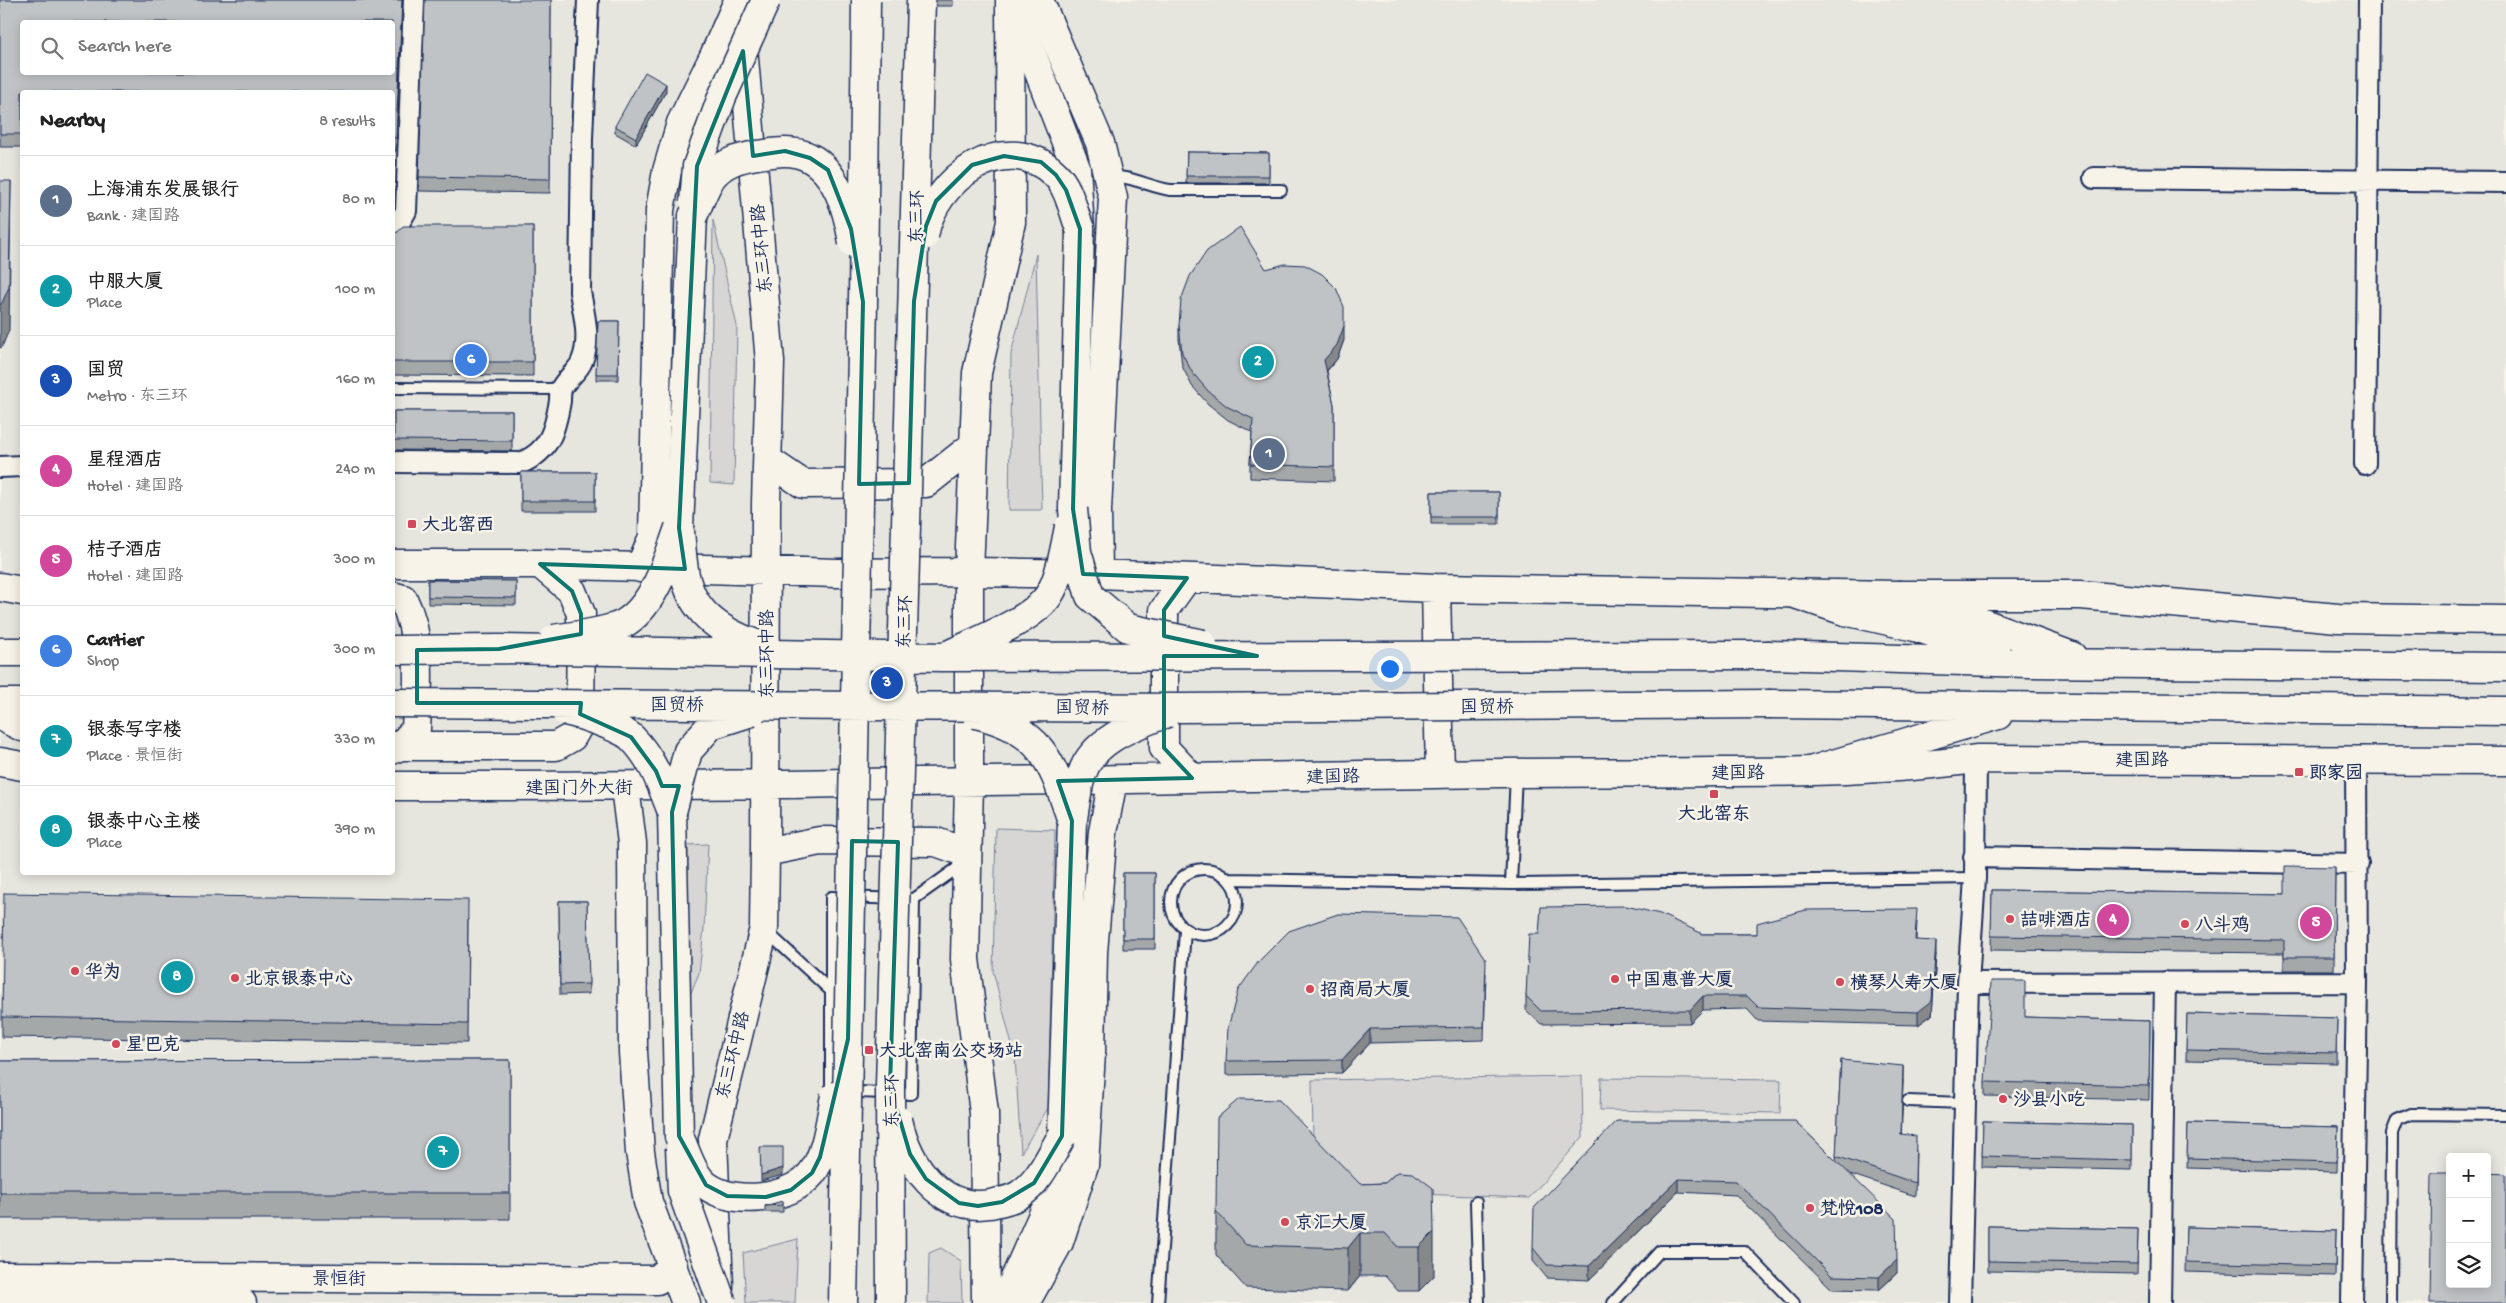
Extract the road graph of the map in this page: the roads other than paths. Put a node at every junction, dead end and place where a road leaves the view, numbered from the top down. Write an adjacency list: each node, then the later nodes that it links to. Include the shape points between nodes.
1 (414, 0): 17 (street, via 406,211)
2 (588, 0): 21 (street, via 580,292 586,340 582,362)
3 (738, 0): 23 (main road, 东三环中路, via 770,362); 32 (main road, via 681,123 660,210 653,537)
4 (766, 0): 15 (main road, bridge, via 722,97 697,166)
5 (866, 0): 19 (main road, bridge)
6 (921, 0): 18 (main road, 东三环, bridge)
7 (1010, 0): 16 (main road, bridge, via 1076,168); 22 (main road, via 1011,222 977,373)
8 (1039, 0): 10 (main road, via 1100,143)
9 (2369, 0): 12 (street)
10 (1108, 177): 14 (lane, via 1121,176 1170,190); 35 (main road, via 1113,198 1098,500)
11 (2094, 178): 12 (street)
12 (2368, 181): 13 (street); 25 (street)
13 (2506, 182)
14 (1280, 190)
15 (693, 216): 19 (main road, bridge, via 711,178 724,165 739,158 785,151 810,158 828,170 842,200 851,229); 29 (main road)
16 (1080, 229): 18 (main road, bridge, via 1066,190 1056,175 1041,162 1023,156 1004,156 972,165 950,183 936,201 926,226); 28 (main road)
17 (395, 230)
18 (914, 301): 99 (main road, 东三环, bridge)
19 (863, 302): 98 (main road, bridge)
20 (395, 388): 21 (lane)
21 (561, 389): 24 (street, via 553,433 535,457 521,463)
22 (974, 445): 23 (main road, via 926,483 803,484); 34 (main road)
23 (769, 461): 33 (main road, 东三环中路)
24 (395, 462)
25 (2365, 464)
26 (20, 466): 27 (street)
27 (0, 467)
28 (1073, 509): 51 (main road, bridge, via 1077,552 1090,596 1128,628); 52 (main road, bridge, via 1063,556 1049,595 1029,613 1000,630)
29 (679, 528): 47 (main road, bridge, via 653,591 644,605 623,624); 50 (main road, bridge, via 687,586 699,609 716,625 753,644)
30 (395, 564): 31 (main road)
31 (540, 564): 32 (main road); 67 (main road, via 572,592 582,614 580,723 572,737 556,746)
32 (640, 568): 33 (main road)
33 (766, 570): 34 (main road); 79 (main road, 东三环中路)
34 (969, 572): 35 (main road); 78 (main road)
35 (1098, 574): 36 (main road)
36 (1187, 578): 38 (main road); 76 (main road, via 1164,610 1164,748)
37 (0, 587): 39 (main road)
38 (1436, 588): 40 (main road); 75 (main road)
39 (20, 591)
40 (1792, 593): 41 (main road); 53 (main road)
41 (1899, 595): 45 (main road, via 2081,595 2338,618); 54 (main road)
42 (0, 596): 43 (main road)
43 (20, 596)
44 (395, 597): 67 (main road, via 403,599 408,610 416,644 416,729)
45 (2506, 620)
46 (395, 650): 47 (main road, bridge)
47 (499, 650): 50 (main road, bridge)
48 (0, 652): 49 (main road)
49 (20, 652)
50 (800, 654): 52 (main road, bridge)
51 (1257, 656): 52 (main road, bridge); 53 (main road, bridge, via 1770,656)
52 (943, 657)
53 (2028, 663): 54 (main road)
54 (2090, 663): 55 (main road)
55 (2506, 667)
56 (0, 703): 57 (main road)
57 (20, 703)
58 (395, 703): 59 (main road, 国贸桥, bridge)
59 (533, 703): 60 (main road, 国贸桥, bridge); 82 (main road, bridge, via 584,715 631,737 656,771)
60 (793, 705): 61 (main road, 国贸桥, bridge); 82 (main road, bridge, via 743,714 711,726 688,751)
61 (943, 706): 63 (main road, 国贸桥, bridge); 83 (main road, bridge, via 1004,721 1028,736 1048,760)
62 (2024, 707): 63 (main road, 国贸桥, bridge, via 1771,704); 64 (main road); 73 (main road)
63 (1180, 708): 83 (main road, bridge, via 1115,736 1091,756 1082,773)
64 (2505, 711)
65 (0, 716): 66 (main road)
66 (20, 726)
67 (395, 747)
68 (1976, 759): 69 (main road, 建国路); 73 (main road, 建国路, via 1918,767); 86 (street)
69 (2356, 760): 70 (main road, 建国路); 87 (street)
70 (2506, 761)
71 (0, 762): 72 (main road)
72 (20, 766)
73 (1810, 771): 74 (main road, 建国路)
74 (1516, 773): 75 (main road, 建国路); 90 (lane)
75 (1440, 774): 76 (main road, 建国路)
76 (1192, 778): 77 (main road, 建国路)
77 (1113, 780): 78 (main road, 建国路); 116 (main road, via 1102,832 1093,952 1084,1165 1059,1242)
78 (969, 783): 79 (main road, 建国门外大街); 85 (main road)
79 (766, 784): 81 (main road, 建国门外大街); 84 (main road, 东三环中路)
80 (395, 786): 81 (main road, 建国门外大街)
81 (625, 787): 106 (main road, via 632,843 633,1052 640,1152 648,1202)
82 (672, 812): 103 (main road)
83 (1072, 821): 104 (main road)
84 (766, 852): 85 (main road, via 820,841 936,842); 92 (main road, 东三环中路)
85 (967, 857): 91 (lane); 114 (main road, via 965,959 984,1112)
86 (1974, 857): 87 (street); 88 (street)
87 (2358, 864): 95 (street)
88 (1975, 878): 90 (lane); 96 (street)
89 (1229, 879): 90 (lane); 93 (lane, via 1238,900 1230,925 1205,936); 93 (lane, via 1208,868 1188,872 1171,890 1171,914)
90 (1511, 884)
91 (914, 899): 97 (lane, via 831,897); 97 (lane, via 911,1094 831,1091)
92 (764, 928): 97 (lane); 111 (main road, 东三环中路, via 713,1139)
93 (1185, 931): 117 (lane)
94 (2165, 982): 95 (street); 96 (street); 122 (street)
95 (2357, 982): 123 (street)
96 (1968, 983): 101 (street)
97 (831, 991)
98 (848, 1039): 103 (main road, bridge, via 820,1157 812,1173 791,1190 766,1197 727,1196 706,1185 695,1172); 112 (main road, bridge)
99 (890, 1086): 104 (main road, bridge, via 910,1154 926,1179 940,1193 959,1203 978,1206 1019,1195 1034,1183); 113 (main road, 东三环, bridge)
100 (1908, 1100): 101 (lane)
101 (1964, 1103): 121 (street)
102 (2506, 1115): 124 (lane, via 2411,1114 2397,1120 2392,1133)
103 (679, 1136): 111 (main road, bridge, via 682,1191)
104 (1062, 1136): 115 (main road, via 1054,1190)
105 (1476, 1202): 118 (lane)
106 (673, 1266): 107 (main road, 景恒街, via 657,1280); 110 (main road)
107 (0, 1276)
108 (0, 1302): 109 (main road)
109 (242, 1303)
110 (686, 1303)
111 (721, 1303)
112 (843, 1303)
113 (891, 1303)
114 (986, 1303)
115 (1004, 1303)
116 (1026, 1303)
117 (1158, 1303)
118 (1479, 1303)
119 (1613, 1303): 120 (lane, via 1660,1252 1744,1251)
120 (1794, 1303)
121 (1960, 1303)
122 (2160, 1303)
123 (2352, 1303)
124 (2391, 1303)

Exercise directions: Copy out every line in the records where the word "东三环中路" is found.

Answer to this problem:
3 (738, 0): 23 (main road, 东三环中路, via 770,362); 32 (main road, via 681,123 660,210 653,537)
23 (769, 461): 33 (main road, 东三环中路)
33 (766, 570): 34 (main road); 79 (main road, 东三环中路)
79 (766, 784): 81 (main road, 建国门外大街); 84 (main road, 东三环中路)
84 (766, 852): 85 (main road, via 820,841 936,842); 92 (main road, 东三环中路)
92 (764, 928): 97 (lane); 111 (main road, 东三环中路, via 713,1139)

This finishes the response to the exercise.